Dr Ngozi Okonjo-Iweala is not new to the climate change agenda. Among many other appointments, she was the co-chair of the Global Commission on the Economy and Climate along with Lord Nicholas Stern. As someone who promised disruption to ‘business as usual’, the challenge of aligning trade to climate goals seems to be just the one. Climate change is driven in part by trade-enabled and fossil fuel reliant consumption, production and transport, especially in high-income countries. But trade can also be an engine for economic development in low-income countries and be key in unlocking decarbonisation for economies.
As the Director-General, Dr Ngozi Okonjo-Iweala must work towards instilling a sense of shared purpose between the climate and trade communities. The global trade and climate change regimes – embodied by the WTO and the UN Framework Convention on Climate Change (UNFCCC), respectively – must work more closely and more effectively together. The two international agendas need to mesh to achieve a low-carbon and resilient global economy. Effective and operational governance frameworks can deliver both on trade for development and on the Paris Agreement goals.
In mainstreaming climate change action into trade matters, the Director-General would be staying true to the agreement which established the WTO in 1994. The preamble to the agreement stated that the WTO should ‘allow for the optimal use of the world’s resources in accordance with the objective of sustainable development, seeking both to protect and preserve the environment’.

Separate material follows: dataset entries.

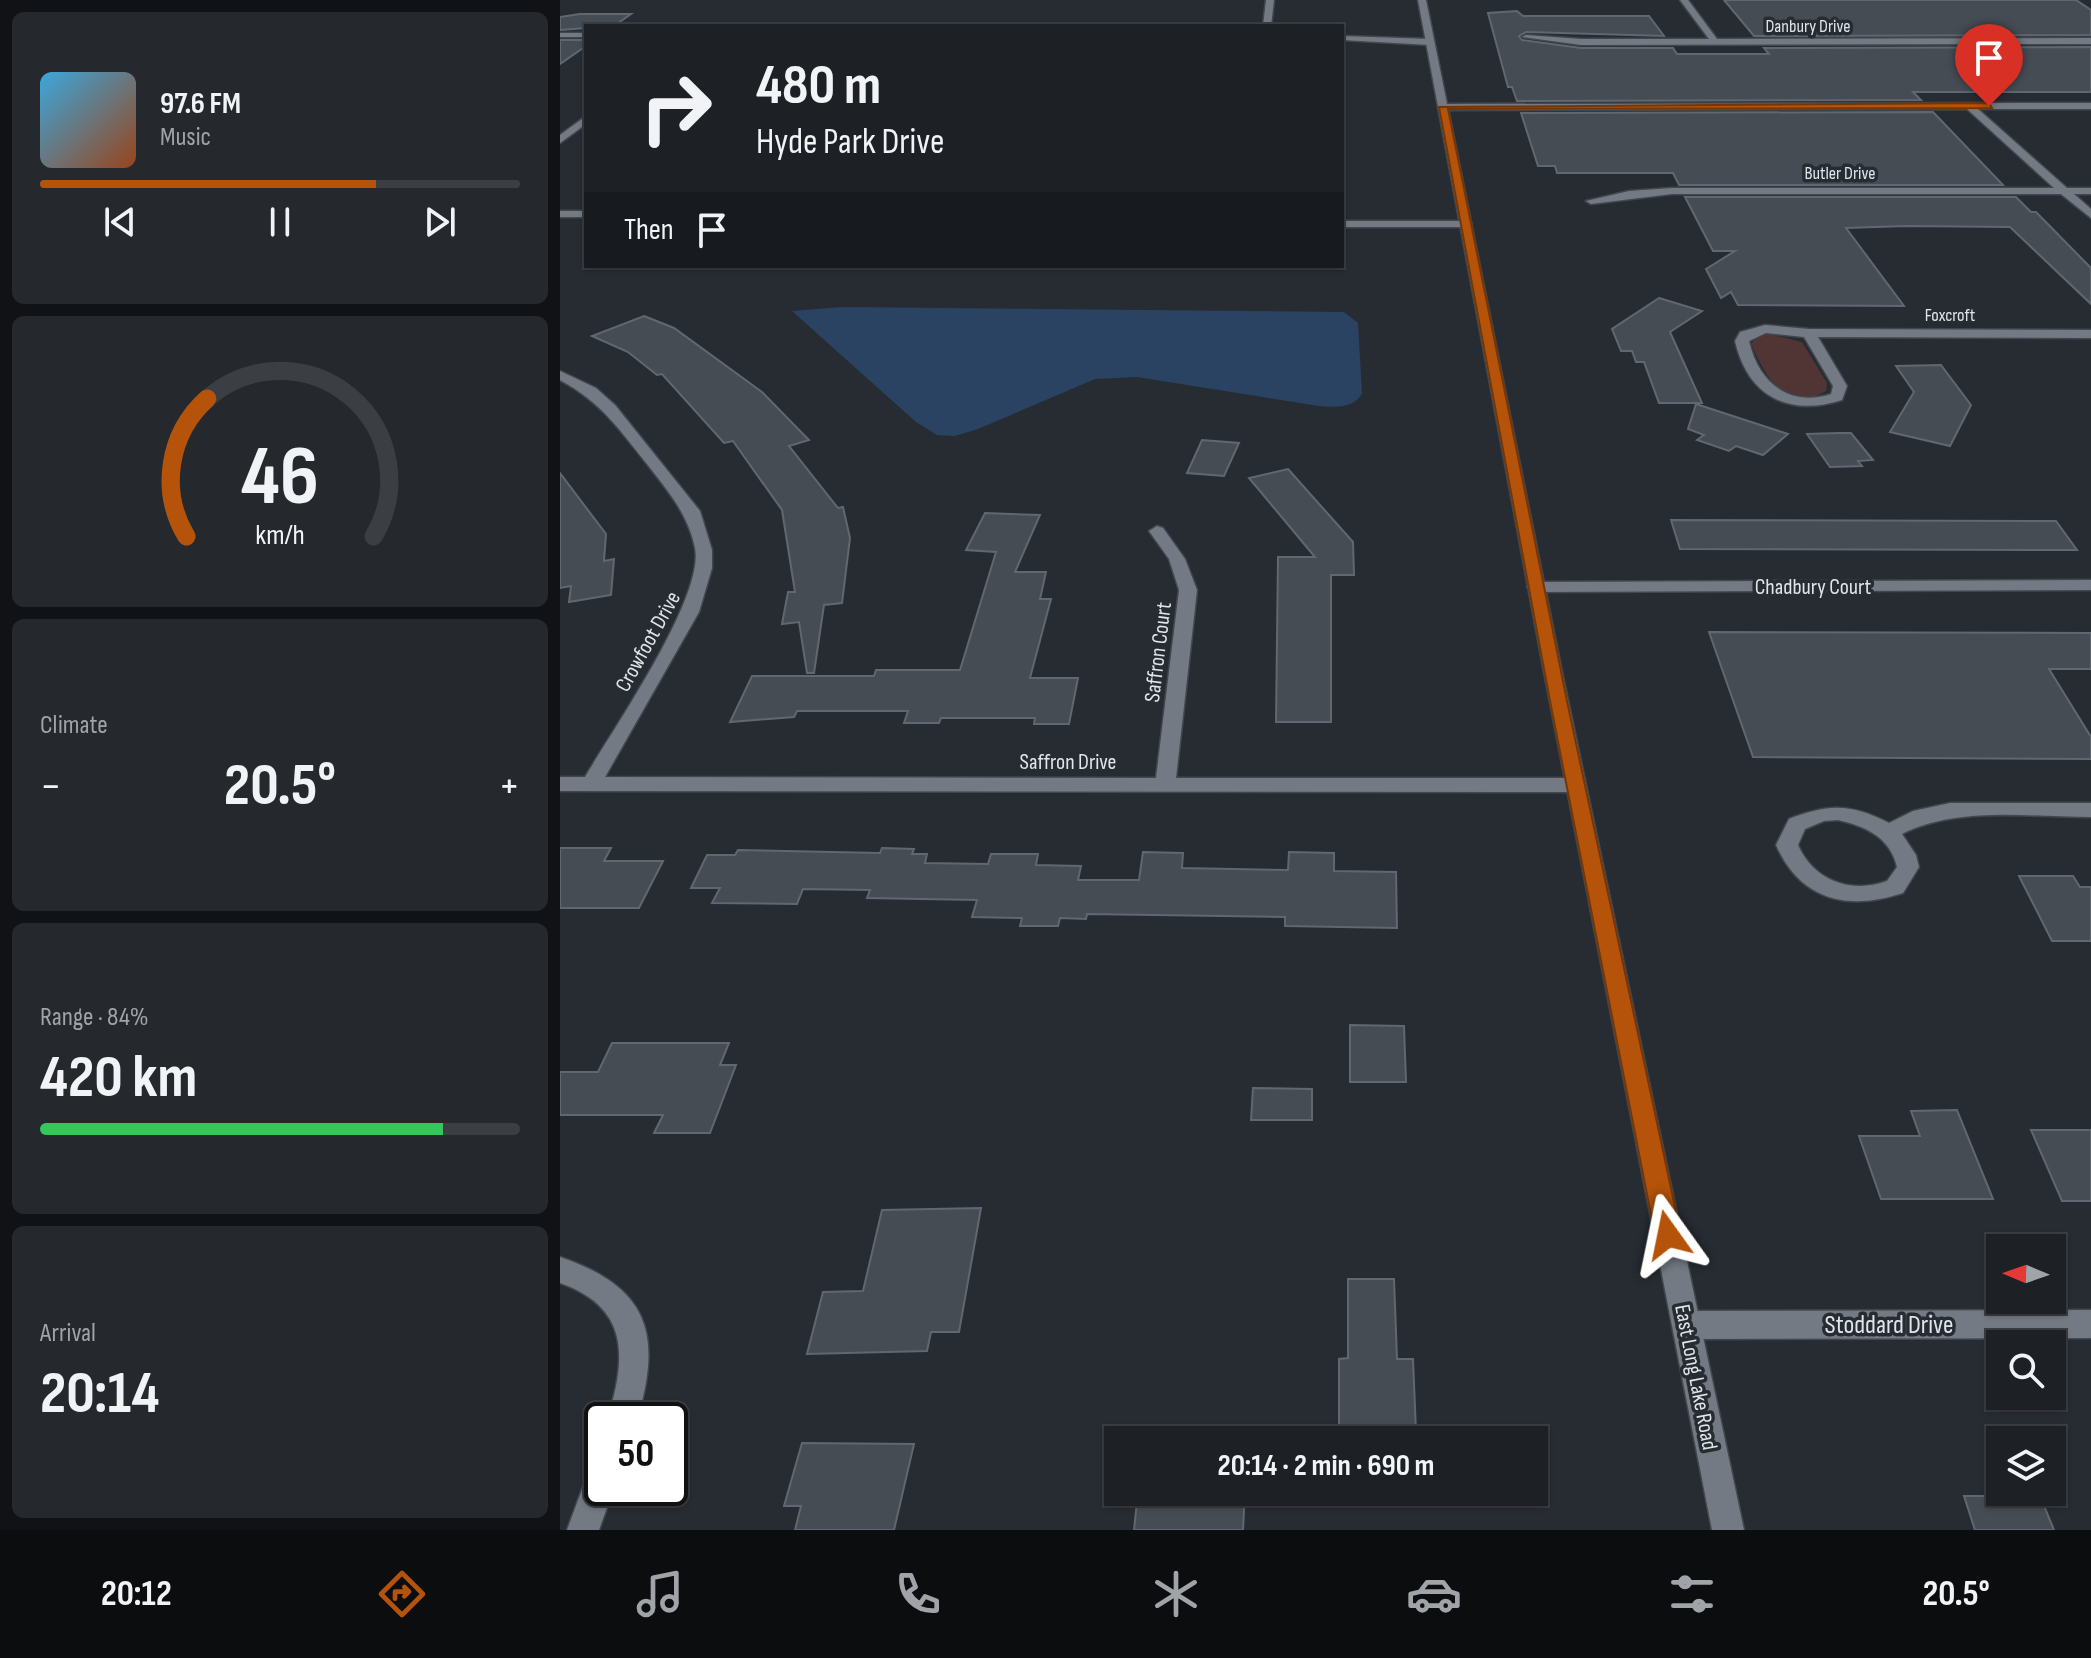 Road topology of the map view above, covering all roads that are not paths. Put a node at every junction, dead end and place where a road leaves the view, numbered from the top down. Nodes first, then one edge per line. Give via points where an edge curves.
1 (1270, 0) edge
2 (1422, 0) edge
3 (1684, 0) edge
4 (1267, 24) edge
5 (560, 35) edge
6 (584, 35) edge
7 (1344, 36) edge
8 (1526, 37) dead end
9 (1429, 38) junction
10 (2091, 41) edge
11 (1715, 42) junction
12 (1969, 106) junction
13 (2091, 106) edge
14 (1443, 107) junction
15 (584, 121) edge
16 (560, 140) edge
17 (2064, 191) junction
18 (2091, 191) edge
19 (1591, 201) dead end
20 (560, 214) edge
21 (584, 214) edge
22 (2091, 215) edge
23 (1344, 224) edge
24 (1466, 224) junction
25 (1809, 333) junction
26 (2091, 334) edge
27 (560, 375) edge
28 (1157, 531) dead end
29 (2091, 585) edge
30 (1536, 587) junction
31 (560, 784) edge
32 (591, 784) junction
33 (1575, 785) junction
34 (1165, 786) junction
35 (2091, 810) edge
36 (1888, 832) junction
37 (560, 1270) edge
38 (2091, 1324) edge
39 (1687, 1325) junction
40 (626, 1402) edge
41 (591, 1506) edge
42 (583, 1530) edge
43 (1728, 1530) edge

1 - 4 street
2 - 9 street, East Long Lake Road
3 - 11 street
5 - 6 street
7 - 9 street
8 - 11 street, Danbury Drive
9 - 14 street, East Long Lake Road
10 - 11 street, Danbury Drive
12 - 13 street
12 - 14 street
12 - 17 street
14 - 24 street, East Long Lake Road
15 - 16 street
17 - 18 street, Butler Drive
17 - 19 street, Butler Drive via 1672,191
17 - 22 street
20 - 21 street
23 - 24 street
24 - 30 street, East Long Lake Road
25 - 25 street, Foxcroft via 1765,329 1745,335 1742,346 1768,393 1806,403 1829,400 1841,392
25 - 26 street, Foxcroft
27 - 32 street, Crowfoot Drive via 610,408 692,511 704,550 690,612
28 - 34 street, Saffron Court via 1177,559 1188,590
29 - 30 street, Chadbury Court
30 - 33 street, East Long Lake Road
31 - 32 street, Saffron Drive
32 - 34 street, Saffron Drive
33 - 34 street, Saffron Drive
33 - 39 street, East Long Lake Road
35 - 36 street via 1950,810 1920,816
36 - 36 street via 1856,816 1822,814 1796,824 1787,845 1799,869 1812,880 1865,896 1895,887 1904,878 1906,855
37 - 40 street via 596,1282 623,1309 636,1362
38 - 39 street, Stoddard Drive
39 - 43 street, East Long Lake Road
41 - 42 street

Around 15% of the world’s population now reside in least developed countries (LDCs), most of which are in sub-Saharan Africa. But they account for just 2% of global trade. We know that the physical effects of climate change will be most acute for those who have contributed the least to the problem, including those in LDCs and other low-income countries.
Climate change heightens the need for economic diversification. Through transmitting ideas, technology and ingenuity, trade is an invaluable engine for this. The WTO must work hard to ensure that international trade can continue to play its unique role in the reduction of extreme poverty and deprivation. But we also know that industrialisation paths in the future face an unprecedented development challenge and must take shape within a global carbon budget and planetary boundaries.
Unilateral measures that seek to level the playing field such as border carbon adjustments – a tax on imported goods based on their carbon content – could have knock-on effects on LDCs. For example, Mozambique supplies the raw commodity inputs to aluminium processors and could be adversely affected by the increased trade costs.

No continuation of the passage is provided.